Sounds like the author understands the bug but does not understand why it allows remote code execution (which I don't understand either; once details are released it should be clarified).
That's a good point, because in the example we can clearly see how to check if a system is or not patched and that, using this attack, we can crash a Windows Server.
The remote execution part is completely missing (fortunately), but I was wondering if this gives the admin rights on machine (I have absolutely no experience on Windows Server machines, so I don't know how it works in terms of services, permissions and roles).
I would guess it involves spamming the server with specially crafted requests to fill memory with bytecode. After some trial and error (vast simplification) the request from the article could be used to divert the flow of execution into the bytecode spam, rather than causing DoS. The DoS is likely because flow of execution is being diverted to a random area of memory that doesn't contain anything executable, and so crashes instead.
The heap spraying is the missing puzzle piece from the article.
I have trouble understanding what you want to say but I did not say what you quoted me with. Please don't put words in my mouth.

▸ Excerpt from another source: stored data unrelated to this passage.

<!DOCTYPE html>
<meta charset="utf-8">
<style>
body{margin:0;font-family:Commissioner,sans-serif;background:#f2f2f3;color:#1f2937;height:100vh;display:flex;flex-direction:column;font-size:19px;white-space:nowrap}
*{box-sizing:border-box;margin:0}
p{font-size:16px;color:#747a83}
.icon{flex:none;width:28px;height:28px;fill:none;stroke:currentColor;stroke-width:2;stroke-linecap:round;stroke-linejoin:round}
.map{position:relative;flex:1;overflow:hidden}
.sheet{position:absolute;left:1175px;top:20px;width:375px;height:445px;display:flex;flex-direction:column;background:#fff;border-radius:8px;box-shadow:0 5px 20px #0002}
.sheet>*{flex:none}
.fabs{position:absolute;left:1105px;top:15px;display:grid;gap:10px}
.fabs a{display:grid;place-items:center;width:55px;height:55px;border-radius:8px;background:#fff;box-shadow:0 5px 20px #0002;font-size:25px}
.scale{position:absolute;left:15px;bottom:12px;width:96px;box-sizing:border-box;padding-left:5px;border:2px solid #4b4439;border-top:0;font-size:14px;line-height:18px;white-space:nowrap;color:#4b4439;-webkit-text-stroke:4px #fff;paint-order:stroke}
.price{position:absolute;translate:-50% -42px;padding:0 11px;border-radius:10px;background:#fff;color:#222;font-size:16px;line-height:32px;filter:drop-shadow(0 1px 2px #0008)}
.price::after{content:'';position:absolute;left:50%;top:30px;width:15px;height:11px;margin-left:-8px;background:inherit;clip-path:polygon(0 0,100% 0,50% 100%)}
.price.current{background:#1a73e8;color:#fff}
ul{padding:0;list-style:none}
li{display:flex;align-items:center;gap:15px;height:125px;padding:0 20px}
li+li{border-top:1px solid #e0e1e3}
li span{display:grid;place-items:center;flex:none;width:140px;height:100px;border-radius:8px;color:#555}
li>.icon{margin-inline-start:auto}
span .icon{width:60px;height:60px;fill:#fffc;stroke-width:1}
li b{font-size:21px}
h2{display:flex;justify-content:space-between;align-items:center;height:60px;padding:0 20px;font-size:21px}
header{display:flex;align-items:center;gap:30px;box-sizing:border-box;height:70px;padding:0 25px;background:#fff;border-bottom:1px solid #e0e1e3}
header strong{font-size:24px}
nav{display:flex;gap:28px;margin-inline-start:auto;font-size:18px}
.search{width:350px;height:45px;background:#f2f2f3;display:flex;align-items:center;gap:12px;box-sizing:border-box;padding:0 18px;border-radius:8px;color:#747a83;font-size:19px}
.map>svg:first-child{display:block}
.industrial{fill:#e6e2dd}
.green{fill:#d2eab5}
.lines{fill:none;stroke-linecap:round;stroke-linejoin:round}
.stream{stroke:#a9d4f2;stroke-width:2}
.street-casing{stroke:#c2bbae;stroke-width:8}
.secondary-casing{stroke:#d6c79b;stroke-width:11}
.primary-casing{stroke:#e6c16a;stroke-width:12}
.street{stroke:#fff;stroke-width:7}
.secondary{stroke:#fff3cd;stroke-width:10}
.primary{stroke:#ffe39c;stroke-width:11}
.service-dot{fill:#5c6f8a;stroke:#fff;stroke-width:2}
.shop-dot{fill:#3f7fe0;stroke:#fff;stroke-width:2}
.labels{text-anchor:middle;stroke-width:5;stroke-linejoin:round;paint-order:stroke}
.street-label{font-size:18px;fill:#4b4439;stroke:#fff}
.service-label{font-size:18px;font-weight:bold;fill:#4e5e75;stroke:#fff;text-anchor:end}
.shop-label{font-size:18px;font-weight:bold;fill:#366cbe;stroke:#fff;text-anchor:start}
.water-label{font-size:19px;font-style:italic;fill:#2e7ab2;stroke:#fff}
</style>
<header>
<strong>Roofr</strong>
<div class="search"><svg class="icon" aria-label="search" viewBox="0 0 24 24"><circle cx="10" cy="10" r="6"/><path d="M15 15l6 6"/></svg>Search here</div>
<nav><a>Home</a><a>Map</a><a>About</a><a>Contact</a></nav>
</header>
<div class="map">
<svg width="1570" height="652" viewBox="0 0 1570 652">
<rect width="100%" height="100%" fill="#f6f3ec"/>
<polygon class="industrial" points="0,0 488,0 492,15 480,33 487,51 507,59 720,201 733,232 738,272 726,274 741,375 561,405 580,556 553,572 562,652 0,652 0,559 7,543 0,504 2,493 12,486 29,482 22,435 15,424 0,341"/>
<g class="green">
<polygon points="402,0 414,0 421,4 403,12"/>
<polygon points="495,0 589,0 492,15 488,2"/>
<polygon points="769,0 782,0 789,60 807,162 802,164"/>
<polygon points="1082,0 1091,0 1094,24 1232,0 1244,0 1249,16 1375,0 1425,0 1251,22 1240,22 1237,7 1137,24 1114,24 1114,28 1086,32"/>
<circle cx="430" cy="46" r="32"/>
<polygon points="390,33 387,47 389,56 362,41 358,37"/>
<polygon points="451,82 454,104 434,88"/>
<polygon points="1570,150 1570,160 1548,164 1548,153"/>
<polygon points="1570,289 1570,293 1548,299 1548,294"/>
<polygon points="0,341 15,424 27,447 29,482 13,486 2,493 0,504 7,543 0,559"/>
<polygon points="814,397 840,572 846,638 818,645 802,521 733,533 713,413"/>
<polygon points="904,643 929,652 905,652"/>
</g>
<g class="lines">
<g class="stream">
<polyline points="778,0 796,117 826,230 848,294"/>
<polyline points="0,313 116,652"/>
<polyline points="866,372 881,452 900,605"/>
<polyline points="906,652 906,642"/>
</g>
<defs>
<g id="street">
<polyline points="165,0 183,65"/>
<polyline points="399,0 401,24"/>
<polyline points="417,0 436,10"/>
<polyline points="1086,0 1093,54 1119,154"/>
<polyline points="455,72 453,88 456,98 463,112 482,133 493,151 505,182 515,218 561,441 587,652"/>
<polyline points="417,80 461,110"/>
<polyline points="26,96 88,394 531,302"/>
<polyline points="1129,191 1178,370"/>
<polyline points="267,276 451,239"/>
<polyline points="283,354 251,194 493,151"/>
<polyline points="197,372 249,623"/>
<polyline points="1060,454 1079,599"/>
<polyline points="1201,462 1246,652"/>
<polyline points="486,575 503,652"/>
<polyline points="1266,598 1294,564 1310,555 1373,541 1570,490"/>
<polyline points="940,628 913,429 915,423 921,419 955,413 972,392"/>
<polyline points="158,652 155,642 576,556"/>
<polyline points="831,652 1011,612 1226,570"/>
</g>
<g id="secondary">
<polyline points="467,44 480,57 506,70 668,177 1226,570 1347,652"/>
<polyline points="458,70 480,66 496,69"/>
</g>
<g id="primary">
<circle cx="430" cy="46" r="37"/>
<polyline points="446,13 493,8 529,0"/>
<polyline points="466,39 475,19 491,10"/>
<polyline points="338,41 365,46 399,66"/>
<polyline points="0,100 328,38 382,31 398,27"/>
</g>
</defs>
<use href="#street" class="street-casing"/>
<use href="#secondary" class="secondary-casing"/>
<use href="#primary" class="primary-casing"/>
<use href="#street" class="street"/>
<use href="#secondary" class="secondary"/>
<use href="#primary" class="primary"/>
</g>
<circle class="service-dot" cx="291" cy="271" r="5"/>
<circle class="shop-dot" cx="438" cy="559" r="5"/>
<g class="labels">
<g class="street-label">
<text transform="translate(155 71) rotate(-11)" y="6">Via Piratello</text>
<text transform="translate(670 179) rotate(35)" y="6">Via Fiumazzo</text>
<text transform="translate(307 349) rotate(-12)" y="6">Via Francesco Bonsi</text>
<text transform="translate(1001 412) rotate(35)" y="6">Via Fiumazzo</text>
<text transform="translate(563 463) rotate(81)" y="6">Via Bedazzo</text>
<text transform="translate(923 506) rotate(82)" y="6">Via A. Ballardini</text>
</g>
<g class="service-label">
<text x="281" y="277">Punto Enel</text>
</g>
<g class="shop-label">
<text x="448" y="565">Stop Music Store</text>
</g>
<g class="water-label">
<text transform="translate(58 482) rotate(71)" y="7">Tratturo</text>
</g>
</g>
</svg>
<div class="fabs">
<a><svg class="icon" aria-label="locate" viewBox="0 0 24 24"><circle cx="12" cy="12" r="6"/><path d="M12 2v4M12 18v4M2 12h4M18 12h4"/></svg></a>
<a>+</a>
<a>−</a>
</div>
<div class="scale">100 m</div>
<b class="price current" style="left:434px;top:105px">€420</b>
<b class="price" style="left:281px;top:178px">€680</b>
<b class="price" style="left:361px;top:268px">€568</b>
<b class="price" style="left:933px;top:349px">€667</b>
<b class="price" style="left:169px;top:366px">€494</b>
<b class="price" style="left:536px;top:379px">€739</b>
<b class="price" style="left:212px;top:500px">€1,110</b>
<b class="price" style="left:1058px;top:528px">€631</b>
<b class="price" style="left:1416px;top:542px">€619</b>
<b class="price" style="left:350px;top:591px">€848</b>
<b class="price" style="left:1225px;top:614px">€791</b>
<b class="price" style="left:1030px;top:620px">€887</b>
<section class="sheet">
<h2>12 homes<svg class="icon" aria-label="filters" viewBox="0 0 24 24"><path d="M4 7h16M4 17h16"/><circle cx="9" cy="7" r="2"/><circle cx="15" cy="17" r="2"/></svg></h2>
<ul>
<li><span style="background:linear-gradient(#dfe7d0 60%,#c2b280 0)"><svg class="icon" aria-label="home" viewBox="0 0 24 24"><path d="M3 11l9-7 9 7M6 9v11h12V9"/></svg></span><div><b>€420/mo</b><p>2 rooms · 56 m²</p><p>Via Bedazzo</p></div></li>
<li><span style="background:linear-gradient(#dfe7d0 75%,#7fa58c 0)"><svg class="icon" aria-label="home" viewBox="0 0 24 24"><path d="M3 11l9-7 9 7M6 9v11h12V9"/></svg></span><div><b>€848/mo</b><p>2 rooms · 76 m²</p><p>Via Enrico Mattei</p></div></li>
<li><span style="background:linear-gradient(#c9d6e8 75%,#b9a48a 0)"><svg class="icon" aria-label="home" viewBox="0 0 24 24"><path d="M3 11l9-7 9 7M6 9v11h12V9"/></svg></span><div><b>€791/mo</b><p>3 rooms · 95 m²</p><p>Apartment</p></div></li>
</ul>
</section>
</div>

The title was giving people the wrong impression about the severity of the vulnerability. This has nothing to do with "avoid giving people ideas" which would be stupid anyways.
IIS has several components. One of them, the vulnerable part here, is running in kernel space. In kernel space you have access to everything.
As far as I know, IIS is the only(bar embedded devices running a single address space OS and various ancient/obsolete toys servers on linux) used in production that handles part of HTTP in kernel space (or ring 0 if you will).
Sure. I read est as saying that Administrators are more restricted in Server 2008 than they were in earlier Windows versions. I assumed they were talking about the relatively well known technique of scheduling a cmd shell to run as SYSTEM, which that blog mentions being prevented in Server 2008.
But you would still expect an Administrator account to be able to load files onto the system, so obtaining the SYSTEM shell remains pretty easy.
The distinction between SYSTEM and Administrator was a convenience, and if I understood est correctly, it still is.